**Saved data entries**
##############################

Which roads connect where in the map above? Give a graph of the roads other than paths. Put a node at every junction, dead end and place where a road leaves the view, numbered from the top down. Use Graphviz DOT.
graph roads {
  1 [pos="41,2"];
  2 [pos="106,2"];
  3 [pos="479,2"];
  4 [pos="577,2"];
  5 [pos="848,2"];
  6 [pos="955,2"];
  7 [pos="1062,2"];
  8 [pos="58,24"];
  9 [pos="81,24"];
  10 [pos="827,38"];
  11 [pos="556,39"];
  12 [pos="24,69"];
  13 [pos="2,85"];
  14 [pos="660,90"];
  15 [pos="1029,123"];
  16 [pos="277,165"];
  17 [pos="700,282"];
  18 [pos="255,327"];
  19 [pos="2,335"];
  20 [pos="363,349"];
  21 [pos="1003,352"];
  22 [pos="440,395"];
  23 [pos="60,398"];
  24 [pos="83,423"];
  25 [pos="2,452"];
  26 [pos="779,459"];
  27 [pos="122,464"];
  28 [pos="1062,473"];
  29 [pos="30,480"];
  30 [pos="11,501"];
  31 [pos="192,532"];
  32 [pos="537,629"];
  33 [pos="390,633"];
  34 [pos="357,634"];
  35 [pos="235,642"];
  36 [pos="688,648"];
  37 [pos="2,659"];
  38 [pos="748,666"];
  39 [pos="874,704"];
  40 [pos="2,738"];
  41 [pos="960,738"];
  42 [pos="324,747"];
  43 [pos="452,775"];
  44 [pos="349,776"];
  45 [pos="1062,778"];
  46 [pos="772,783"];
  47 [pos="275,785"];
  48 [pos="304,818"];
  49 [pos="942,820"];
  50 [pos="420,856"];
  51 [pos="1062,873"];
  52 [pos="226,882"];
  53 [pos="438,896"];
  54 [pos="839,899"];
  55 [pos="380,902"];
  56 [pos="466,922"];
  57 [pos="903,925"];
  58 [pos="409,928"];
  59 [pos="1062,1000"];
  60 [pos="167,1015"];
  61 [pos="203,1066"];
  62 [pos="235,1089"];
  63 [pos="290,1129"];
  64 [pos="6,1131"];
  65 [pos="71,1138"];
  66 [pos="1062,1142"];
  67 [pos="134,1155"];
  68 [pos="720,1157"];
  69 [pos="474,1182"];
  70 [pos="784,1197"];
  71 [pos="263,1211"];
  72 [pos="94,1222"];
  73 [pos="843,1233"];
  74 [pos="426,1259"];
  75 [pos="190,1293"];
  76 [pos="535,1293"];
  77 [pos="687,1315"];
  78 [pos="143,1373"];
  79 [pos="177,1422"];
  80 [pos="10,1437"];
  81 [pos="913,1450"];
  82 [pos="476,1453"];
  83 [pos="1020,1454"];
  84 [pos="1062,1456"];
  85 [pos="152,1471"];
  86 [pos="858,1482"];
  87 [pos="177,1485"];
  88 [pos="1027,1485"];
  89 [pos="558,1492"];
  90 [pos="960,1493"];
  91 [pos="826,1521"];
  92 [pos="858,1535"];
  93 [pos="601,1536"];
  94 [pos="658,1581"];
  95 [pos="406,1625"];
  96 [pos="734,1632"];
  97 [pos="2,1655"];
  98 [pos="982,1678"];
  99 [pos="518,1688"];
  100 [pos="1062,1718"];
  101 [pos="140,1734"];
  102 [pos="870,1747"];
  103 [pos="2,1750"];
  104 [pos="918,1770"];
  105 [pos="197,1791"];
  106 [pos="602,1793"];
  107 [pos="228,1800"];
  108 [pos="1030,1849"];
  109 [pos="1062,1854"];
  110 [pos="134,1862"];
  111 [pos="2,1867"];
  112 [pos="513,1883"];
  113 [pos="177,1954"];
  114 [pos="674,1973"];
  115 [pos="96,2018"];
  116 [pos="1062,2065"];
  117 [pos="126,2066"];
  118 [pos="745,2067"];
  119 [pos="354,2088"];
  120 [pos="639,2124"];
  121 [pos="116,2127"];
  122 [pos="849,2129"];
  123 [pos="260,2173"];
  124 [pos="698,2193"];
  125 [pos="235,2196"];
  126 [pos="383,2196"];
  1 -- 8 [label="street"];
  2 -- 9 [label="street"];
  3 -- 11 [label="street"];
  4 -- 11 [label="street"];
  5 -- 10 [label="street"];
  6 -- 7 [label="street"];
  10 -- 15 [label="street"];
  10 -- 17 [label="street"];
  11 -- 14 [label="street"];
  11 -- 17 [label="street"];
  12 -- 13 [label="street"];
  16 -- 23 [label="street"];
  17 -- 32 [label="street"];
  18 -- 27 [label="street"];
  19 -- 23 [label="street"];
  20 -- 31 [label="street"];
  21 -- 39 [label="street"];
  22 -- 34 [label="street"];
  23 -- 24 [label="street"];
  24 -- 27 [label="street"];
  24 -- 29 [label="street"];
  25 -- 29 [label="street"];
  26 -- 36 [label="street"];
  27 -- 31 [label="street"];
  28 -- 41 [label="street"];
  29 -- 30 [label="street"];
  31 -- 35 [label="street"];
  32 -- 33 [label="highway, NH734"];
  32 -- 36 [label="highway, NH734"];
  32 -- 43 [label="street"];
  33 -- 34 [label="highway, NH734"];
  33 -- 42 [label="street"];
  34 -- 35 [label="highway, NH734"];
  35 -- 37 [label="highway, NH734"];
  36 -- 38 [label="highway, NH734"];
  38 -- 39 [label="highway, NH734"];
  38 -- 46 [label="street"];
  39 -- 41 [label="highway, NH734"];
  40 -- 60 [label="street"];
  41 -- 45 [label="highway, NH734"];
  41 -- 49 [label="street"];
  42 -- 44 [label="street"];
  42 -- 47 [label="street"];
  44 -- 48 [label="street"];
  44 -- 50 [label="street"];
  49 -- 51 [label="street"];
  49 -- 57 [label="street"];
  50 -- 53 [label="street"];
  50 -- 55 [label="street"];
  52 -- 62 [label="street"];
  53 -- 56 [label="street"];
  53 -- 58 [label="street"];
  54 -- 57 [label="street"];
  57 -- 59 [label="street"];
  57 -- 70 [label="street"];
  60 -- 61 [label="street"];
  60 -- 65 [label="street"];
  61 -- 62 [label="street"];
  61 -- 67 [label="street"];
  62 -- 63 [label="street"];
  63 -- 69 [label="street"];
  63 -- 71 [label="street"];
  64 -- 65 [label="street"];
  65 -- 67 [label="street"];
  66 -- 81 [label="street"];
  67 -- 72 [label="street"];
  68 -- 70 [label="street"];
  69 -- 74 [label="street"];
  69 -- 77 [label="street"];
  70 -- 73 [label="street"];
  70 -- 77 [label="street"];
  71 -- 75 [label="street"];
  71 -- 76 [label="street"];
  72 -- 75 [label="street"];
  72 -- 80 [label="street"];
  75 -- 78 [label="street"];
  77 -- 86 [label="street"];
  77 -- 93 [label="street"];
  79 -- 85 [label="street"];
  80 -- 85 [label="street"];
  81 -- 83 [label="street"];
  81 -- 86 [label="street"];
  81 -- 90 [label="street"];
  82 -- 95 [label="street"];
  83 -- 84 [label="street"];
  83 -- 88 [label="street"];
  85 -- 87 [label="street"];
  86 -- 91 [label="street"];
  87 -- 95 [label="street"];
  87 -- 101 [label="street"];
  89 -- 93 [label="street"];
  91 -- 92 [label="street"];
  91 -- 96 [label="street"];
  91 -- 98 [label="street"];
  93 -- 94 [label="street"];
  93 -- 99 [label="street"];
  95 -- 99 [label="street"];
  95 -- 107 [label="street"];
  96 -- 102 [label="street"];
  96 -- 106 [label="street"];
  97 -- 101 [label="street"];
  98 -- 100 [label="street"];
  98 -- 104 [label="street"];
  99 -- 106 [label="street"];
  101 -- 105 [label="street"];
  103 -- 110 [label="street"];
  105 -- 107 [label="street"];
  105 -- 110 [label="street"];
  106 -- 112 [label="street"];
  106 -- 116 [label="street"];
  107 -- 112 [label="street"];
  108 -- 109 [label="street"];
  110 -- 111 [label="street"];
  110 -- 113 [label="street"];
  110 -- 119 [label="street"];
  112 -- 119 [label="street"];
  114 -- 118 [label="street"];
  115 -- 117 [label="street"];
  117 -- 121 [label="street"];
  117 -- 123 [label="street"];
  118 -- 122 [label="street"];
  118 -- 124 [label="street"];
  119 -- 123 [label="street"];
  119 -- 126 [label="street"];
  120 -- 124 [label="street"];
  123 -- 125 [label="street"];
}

##############################

**TASK REQUIREMENTS**
Each line in which the string "graph" is found must be copied from the data.

**ANSWER**
Which roads connect where in the map above? Give a graph of the roads other than paths. Put a node at every junction, dead end and place where a road leaves the view, numbered from the top down. Use Graphviz DOT.
graph roads {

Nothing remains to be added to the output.